== Segment start ==

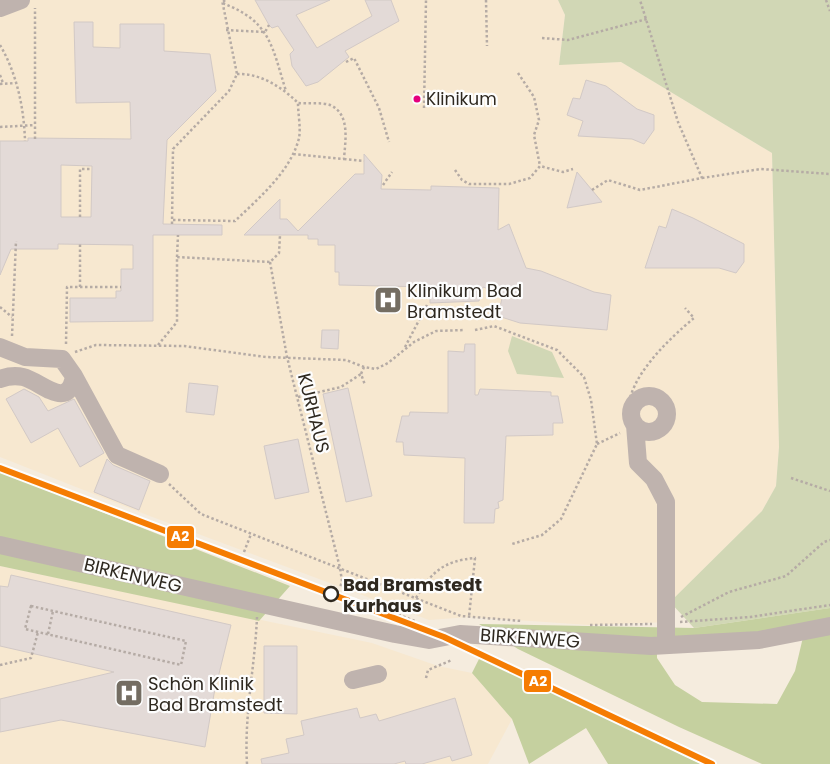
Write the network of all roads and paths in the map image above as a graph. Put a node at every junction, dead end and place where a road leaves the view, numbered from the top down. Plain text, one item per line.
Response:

== Segment end ==
== Segment start ==

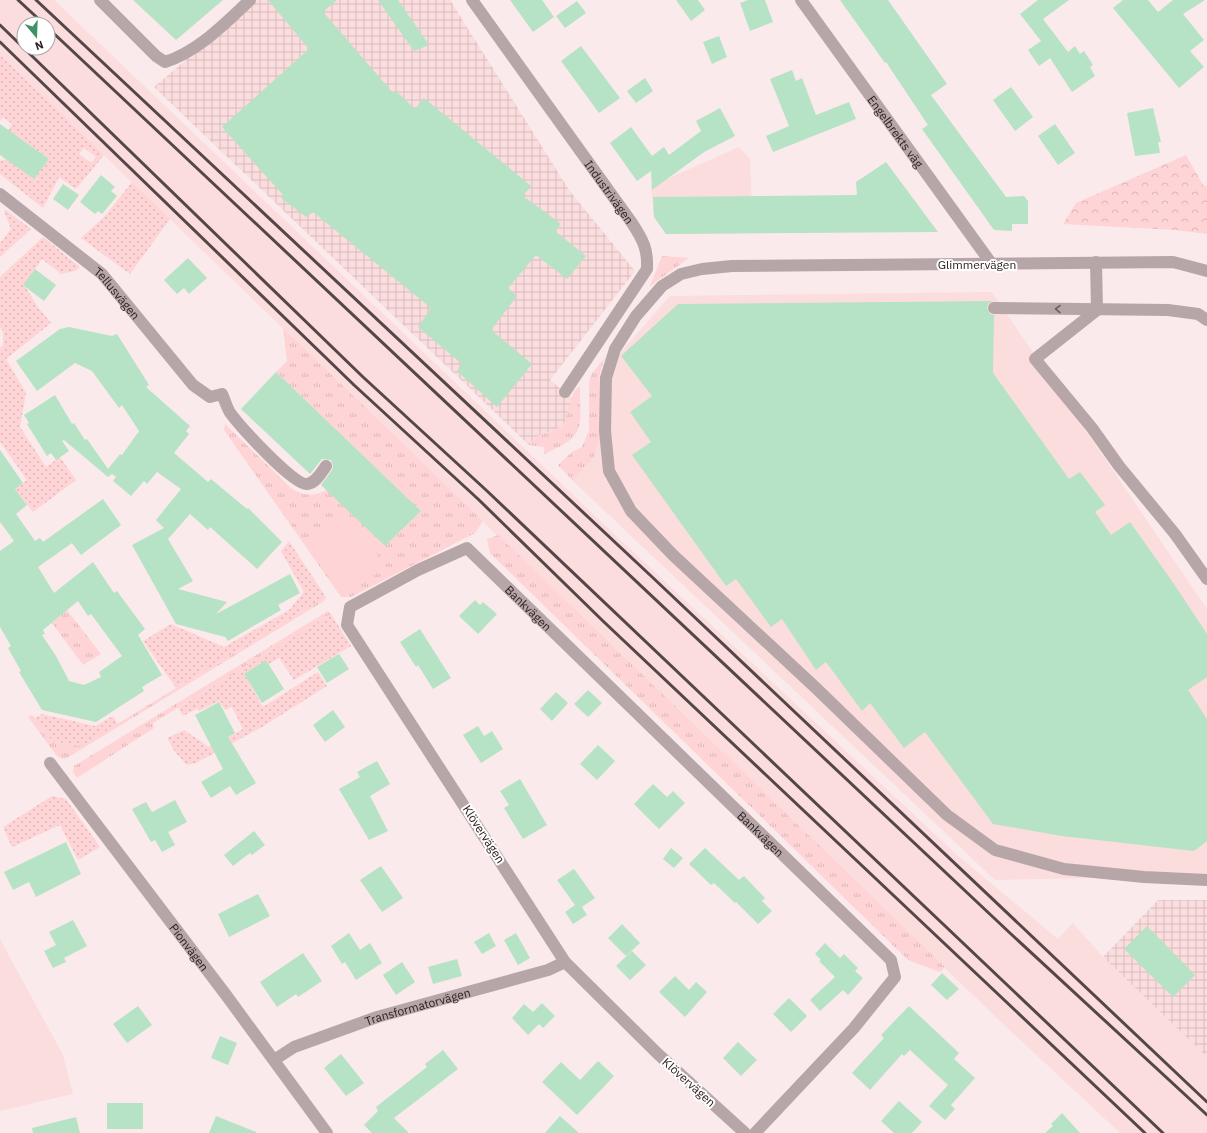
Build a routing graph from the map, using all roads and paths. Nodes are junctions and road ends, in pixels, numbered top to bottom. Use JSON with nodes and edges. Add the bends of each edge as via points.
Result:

== Segment end ==

PROMPT ->
Your reply should be a single number: how many lines in the listing above include the string "from".

EXPECTED OUTPUT ->
2